=== Section Start ===

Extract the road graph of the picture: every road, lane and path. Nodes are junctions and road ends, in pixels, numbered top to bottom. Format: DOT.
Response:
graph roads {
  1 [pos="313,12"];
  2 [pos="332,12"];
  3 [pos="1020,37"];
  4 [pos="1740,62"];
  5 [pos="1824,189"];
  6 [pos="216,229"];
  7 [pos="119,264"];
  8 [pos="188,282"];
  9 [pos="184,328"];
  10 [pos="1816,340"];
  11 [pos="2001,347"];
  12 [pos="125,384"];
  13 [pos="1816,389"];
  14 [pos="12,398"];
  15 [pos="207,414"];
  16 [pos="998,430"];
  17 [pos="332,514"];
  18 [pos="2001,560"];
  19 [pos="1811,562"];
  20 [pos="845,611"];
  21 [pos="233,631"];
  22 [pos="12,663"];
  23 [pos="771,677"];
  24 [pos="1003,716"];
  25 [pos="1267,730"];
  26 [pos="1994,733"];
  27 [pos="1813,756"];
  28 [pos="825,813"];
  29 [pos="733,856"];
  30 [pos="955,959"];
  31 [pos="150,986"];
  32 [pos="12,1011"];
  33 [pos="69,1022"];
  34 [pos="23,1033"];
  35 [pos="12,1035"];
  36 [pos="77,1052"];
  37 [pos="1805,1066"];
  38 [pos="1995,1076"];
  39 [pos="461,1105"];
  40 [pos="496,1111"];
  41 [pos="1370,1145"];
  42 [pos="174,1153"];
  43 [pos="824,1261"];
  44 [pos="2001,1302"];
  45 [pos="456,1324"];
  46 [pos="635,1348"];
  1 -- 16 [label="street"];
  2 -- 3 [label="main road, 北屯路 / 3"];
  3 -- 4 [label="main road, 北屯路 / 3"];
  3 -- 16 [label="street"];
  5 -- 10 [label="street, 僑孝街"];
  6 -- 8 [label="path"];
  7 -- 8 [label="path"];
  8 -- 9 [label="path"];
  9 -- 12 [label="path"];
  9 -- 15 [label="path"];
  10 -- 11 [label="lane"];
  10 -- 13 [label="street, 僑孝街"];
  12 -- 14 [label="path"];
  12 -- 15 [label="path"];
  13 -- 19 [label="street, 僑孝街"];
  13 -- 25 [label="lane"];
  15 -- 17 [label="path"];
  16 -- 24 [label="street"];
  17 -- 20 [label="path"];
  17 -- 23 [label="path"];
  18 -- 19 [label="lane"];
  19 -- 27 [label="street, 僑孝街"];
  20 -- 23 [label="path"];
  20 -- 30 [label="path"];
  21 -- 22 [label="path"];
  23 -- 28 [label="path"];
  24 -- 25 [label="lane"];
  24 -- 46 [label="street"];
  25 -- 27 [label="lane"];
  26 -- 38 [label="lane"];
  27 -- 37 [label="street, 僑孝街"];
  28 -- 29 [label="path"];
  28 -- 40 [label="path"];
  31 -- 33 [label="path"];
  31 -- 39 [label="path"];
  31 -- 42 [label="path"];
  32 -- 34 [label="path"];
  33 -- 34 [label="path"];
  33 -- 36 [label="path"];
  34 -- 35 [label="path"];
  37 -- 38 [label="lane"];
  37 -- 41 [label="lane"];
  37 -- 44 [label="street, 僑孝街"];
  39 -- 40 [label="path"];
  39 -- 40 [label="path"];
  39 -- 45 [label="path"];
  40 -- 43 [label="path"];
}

=== Section End ===

Among the records, find every line with the word "main" and copy it.

  2 -- 3 [label="main road, 北屯路 / 3"];
  3 -- 4 [label="main road, 北屯路 / 3"];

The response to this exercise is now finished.